> [WORK REQUIRED] Say how many lines in the data hold "Bornaische". Nothing else belongs in the answer.

(PROVIDED INFORMATION begins)

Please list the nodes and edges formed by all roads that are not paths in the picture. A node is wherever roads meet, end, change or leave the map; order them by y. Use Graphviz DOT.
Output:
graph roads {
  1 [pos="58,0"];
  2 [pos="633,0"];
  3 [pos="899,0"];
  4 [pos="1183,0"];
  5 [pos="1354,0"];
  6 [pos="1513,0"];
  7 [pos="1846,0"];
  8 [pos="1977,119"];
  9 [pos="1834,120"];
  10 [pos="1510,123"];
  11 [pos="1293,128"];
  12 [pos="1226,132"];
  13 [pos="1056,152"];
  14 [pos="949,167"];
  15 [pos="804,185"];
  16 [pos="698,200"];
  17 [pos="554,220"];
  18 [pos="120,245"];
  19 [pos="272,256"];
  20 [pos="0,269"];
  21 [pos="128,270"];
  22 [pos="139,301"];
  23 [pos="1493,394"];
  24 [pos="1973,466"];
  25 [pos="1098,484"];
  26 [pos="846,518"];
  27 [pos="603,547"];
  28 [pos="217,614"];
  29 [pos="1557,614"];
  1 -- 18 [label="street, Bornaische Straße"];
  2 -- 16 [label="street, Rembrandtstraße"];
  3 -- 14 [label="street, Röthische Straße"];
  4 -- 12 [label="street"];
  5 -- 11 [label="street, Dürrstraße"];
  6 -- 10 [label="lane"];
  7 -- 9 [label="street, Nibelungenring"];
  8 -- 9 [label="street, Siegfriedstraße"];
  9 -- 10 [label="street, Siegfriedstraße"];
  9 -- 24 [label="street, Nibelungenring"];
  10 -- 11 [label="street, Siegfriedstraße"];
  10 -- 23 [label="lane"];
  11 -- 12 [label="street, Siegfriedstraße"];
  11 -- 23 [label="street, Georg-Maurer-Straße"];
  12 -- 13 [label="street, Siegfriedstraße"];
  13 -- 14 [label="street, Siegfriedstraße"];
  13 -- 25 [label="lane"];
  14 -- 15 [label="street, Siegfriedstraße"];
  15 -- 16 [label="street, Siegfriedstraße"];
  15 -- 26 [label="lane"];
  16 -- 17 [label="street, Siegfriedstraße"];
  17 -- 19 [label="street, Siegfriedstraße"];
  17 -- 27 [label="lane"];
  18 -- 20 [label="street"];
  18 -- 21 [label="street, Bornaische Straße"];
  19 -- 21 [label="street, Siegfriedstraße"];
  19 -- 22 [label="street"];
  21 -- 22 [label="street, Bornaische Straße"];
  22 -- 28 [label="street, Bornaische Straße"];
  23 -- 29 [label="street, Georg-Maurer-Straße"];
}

(PROVIDED INFORMATION ends)

> [TASK ANSWER] 4